Nitekim bu sebeple bir kişi de menkıbeci ve hurafeci diye kötülenemez. Bu şekilde tanımlarsanız menkıbe ve hurafeyi aynı kefeye koyduğunuzu ilan etmiş olursunuz.
Sonuç olarak bu anlayış ve zihniyetle gençliğimize ideal veremediler, heyecan veremediler. Tarih aşkı ve muhabbeti veremediler. Peygamber efendimizin muhabbetini aşılayamadılar.
Ey ilahiyat hocaları nerelerdesiniz? Yüzyıldır İslam büyükleri ile uğraştınız. Şimdi deist, ateist ve LGBT gençliğini karşınızda buldunuz. Hâlâ mucizeler ile savaşmaya devam mı edeceksiniz?
Kale korumak yürek ister!
Bugün tarihimizden bir anekdot sunacağım. Bu anekdot önce Ömer Seyfeddin’den bir hikâye sanıldı.
Sonra tarihlerde anlatıldığına şahit olundu. Ardından bölge kadısına kadar isimleri bir eserde yer alarak doğruluğu tescillenmiş oldu.
Elbet hikâye diyene hikâye gelir
Kıymetini bilene faydalar ve ibretler vardır.
Peçevî tarihinin birinci cildinde (s.251-252) “Gazilerin Kerametleri Üzerine” başlıklı, 1553 tarihinde geçen bir hadise geçer. İbrahim Peçevi, bu olayı o günlerde Girijigal palankasının kadısı olan kişinin kayıtlarından aldığını kaydeder. Yani hadisenin kahramanı bizzat görmüş yaşamış ve kaleme almıştır.

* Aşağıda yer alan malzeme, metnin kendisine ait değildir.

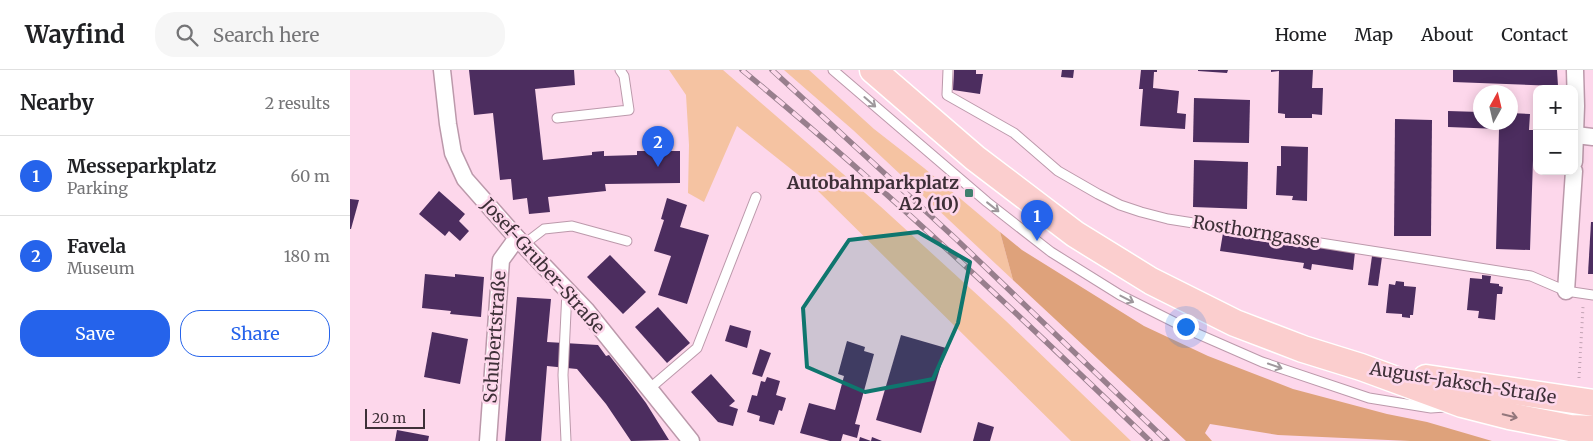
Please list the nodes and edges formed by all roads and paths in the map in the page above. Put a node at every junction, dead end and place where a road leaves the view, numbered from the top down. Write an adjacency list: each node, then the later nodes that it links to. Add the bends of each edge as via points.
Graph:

Peçevî’ye göre bu destanda anlatılan kahramanlar gibi kimseler olmasa Sigetvar’a çok yakın, her tarafı düşmanla çevrili böyle bir kalede tutunmak mümkün değildir.
İşte hadise böyle bir noktada vuku bulur. Girijigal beyi Ahmed Bey kaledeki mücahitlerin en iyileriyle Kapoşvar’ın fethine gitmişti. Girijigal Kalesi’nde çok az kişi kaldığını gören Avusturya’nın Sigetvar kumandanı Karaçin onların üzerine yürüdü. Kaledeki gazilerin miktarı şöyle verilir:
Veli az idi gaziler begayet
Ola derdik hemen Hak’tan inayet
Yüz on dört adam idik anda ey can
O demde hazır olan ehl-i iman.
Gelen kâfir ise binden ziyade
Kimisi atlı ve kimisi piyade
Karaçin, kale önüne geldiğinde haber göndererek, sulh yoluyla kaleyi teslim etmelerini aksi takdirde nam-u nişanlarını yok edeceğini bildirdi. Bu tavır gazileri hırslandırmıştı. İstişare sonunda düşmana baskın yapmaya karar verdiler.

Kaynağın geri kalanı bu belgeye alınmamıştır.